As more and more men became ill and died, the light-hearted atmosphere of Christopher Street plunged into despair and fear.    By the mid 1980's hundreds of Village residents were dying every year and the Catholic Church was viewed by many as an enemy.   Cardinal John O’Connor declared that there would be no talk of condoms in his “jurisdiction,” although it was widely known that the use of condoms would prevent the spread of AIDS.  At the same time he ousted the gay group Dignity from a Manhattan church where it held its weekly masses.

O’Connor was confused when he gave AIDS patients “the smile I am told does wonders on television,” only to be turned away.   But when it appeared that the cardinal was blind to the needs of one part of his flock who felt shunned by their church he did a remarkable thing.

O’Connor reached out to Mother Teresa for help.   The nun sent a staff of her Missionaries of Charity to New York to establish the Gift of Love Hospice in their converted rectory of St.

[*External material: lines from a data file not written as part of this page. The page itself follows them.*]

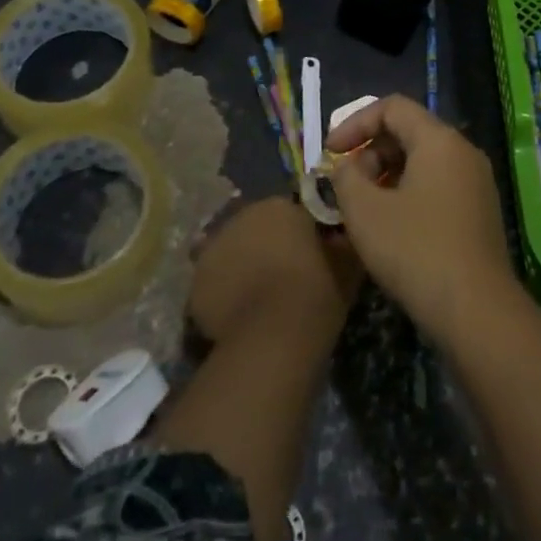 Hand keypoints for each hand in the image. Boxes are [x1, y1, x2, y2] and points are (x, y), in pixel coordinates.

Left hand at [188, 197, 362, 344]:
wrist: (275, 335)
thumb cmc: (317, 290)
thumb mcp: (346, 260)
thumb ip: (339, 239)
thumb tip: (338, 235)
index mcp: (278, 205)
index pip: (288, 210)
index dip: (297, 231)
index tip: (308, 252)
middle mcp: (240, 217)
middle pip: (254, 228)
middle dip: (264, 245)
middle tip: (282, 273)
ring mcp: (213, 249)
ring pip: (230, 253)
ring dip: (241, 266)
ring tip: (259, 297)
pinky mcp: (195, 283)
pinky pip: (213, 283)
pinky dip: (224, 294)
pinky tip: (240, 315)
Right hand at [325, 94, 512, 337]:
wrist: (476, 311)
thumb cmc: (415, 250)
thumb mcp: (364, 211)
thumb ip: (345, 177)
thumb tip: (345, 167)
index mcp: (439, 140)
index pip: (392, 107)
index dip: (355, 123)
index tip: (330, 153)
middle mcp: (463, 151)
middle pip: (408, 132)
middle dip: (369, 153)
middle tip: (345, 187)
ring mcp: (476, 182)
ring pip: (422, 162)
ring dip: (386, 177)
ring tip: (362, 211)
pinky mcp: (479, 212)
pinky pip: (437, 186)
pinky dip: (407, 194)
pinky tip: (389, 229)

Veronica’s.   The nuns, in their iconic blue-and-white habits, became a comforting and familiar presence along Christopher Street.   The small house could shelter only 15 AIDS victims, but the nuns worked tirelessly caring for the dying men.

In June 1993 the AIDS Memorial in the Village was installed in the balcony of St. Veronica’s church.   It consisted of brass plaques with the names of Villagers who had succumbed to AIDS.   There are over 1,000 of them.  Every year during Gay Pride week, St. Veronica’s holds an interfaith service to remember the victims of the devastating epidemic.

photo by Alice Lum

The Archdiocese of New York converted the church to a chapel of Our Lady of Guadelupe/St. Bernard’s Church on West 14th Street in March of 2006.   Now formally titled the Mission of Our Lady of Guadalupe, no one calls it that.   To New Yorkers and, particularly, Greenwich Villagers, it will always be St. Veronica’s.